Apr 05 2008
Che fine ha fatto l’art. 656?
Ho appena finito di scrivere il post di ieri. Guardo fra le bozze e c’è un articolo di qualche giorno fa, tenuto lì in frigorifero in attesa di sentire una lontana eco. Tutto è silenzio, tg e giornali stampati/online tacciono, che farmene di quell’articolo? Se lo pubblico rischio magari una querela, eppure la notizia l’ho sentita bene con queste orecchie, non me la sono certamente sognata. Ok, eliminiamo l’articolo.
Ore 20 di giovedì, il Tg de La7: contraffatto il Brunello di Montalcino. Nooo! Guardo qui e qui e ritrovo la notizia. Come diceva mia mamma, mai buttare via niente. Mi consola il fatto che ho ancora il vecchio fiuto giornalistico (chissà se qualcuno se ne accorgerà mai).
Mi rompe come non mai tornare sull’argomento nel giro di ventiquattr’ore, quindi gli affezionati lettori considerino questo post come il completamento del precedente.
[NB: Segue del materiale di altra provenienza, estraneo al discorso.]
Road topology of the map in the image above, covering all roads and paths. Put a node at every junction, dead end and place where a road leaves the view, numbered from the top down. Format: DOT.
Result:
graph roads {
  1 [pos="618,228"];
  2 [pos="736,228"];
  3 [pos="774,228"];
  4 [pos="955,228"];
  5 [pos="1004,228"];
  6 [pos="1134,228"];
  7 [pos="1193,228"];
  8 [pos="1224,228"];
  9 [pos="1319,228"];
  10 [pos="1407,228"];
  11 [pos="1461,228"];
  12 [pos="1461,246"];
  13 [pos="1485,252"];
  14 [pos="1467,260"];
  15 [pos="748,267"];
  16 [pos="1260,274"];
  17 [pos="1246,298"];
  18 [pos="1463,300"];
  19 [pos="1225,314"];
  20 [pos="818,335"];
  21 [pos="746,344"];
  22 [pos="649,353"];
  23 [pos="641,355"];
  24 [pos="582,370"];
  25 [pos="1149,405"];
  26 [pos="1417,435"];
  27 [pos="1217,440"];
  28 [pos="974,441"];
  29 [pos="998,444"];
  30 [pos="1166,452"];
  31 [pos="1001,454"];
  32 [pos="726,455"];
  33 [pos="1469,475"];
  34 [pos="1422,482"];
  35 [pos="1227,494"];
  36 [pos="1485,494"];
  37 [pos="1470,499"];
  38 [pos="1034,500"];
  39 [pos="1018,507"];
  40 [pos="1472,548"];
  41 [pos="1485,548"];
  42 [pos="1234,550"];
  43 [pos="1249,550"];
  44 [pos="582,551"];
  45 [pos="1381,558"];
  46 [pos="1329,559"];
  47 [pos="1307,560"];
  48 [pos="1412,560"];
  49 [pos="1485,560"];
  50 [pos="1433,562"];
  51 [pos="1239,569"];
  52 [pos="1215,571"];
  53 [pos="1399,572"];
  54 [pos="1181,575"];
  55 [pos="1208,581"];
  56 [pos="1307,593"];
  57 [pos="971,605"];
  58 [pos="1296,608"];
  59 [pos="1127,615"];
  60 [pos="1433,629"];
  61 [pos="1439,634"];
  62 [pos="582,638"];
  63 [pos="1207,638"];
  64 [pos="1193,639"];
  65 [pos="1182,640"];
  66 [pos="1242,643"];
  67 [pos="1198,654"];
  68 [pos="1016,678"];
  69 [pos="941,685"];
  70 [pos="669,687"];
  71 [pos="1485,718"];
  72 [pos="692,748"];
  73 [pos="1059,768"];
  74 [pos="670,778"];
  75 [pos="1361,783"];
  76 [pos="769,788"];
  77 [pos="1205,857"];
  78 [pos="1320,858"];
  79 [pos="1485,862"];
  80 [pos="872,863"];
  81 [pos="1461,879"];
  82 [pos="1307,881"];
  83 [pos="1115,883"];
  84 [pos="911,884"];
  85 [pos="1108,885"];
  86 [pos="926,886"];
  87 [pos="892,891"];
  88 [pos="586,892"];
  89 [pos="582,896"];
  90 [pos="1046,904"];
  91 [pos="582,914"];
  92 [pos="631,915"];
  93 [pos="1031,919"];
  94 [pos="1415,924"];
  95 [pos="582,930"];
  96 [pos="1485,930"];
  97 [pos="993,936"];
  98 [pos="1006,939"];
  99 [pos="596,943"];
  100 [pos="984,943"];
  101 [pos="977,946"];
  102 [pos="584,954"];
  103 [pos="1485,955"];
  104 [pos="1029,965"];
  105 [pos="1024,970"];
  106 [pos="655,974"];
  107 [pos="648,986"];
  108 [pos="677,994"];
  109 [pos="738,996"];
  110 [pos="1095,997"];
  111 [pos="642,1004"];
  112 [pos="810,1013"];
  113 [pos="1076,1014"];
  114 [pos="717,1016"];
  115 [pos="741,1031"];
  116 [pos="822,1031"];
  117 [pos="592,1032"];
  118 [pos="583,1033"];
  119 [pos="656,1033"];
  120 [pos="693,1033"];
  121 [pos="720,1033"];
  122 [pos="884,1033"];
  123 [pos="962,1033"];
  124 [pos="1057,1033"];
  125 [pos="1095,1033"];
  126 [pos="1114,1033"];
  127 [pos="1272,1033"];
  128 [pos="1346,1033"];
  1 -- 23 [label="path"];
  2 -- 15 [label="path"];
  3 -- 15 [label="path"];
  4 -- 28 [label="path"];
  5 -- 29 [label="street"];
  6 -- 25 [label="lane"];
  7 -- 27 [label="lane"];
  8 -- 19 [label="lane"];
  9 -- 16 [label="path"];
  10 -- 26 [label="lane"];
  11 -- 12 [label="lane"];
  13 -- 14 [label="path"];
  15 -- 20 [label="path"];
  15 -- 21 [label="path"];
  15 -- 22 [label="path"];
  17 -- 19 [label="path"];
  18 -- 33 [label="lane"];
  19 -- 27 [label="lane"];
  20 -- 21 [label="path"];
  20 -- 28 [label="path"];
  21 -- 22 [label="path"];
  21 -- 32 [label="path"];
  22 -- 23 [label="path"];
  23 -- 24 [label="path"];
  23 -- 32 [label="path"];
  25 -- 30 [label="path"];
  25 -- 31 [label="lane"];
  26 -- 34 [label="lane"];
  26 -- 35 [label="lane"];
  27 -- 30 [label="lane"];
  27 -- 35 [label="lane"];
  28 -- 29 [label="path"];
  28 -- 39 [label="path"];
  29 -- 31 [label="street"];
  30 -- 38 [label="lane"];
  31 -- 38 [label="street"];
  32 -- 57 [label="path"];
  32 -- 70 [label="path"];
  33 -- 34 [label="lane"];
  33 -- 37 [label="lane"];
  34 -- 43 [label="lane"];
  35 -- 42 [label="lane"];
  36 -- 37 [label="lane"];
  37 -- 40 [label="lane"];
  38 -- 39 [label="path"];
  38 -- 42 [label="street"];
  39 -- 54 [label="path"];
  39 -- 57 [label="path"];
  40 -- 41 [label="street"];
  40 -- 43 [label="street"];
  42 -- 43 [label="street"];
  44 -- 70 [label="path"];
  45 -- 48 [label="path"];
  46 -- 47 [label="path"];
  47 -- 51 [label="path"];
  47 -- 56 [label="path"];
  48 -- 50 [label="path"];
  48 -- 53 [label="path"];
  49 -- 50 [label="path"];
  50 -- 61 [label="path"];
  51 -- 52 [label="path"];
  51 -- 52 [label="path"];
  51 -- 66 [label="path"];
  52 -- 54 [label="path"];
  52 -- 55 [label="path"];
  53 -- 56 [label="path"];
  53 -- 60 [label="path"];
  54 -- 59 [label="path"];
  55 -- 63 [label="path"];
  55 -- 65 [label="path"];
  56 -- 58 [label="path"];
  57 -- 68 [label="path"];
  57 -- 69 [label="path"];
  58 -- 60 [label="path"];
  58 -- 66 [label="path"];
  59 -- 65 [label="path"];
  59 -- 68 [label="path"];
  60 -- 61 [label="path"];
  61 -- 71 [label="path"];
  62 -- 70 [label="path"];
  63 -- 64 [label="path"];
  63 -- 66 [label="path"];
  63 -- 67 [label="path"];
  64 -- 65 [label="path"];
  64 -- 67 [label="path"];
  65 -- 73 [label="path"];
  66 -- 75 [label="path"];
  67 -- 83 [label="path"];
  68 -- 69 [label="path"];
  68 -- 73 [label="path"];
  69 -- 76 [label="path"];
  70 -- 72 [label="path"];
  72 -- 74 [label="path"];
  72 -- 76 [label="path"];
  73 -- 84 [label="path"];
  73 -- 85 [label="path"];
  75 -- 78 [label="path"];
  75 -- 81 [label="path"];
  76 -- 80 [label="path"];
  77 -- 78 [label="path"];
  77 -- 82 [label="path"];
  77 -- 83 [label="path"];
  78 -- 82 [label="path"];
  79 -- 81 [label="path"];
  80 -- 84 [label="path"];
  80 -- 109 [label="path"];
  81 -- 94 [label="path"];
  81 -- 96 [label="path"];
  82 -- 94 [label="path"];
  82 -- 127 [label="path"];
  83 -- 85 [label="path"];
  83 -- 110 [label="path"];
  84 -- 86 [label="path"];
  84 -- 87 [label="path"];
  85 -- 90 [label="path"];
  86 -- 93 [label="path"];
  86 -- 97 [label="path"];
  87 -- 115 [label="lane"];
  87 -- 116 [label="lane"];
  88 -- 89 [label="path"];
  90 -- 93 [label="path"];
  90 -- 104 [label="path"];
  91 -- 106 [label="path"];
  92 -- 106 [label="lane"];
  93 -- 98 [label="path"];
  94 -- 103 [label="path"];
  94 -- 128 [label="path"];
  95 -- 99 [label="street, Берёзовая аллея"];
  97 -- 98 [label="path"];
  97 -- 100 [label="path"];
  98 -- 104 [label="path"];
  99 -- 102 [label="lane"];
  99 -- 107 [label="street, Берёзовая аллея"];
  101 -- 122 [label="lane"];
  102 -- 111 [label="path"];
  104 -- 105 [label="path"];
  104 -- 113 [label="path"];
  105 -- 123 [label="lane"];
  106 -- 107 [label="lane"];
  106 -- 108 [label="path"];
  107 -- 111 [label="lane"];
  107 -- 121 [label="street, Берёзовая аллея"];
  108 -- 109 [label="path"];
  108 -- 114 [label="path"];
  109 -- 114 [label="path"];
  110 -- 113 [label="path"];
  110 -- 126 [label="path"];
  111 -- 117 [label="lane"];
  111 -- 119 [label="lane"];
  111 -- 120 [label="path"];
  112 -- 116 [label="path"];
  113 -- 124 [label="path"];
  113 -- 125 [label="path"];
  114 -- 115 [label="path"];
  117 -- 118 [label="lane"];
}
Abbiamo un presunto reato, tutto da definire peraltro, perché sarebbe stato violato il disciplinare del Brunello, non la legge:
La Procura, che ha fatto eseguire anche rilievi fotografici, ipotizza aggiunte di altre uve nelle annate dal 2003 in avanti, per rendere il vino più consono a un gusto internazionale e migliorarlo specie nelle annate non felici.
Potrebbe succedere, come è ipotizzabile, che anche questo si risolva in una bolla di sapone.
Nel frattempo… vedi quanto scritto ieri sui danni diretti ed indiretti.
Santo Iddio, esiste o non esiste, è in vigore o è stato abrogato l’art. 656 del Codice Penale? Non mi pare, anzi è pienamente vigente la norma che punisce
la pubblicazione e diffusione di "notizie false, esagerate o tendenziose, per le quali possa essere turbato l’ordine pubblico".
Per chi non ha studiato giurisprudenza, ma ha voglia di saperne di più, rimando a questa ed altre sentenze della Corte Costituzionale. A questa norma si collega l’art. 501 sempre del Codice Penale, che punisce l’aggiotaggio.
Sicuramente i magistrati inquirenti non hanno diffuso notizie false e tendenziose, ma il solo fatto che nel registro degli indagati ci siano nomi illustri come Antinori, Frescobaldi e Banfi, equivale per un giornale ad uno scoop simile a quello di Naomi Campbell che sputa ad un poliziotto.
L’unica differenza è che la Naomi si fa pubblicità, il Brunello vede crollare le vendite in tutto il mondo e sputtana l’intero Bel Paese.
Ribadisco quindi quanto detto ieri: aboliamo il registro degli indagati. I nomi vengano fatti solo quando saranno rinviati a giudizio, dopo tutte le analisi e le indagini (serie) del caso. Ne sono sempre più convinto.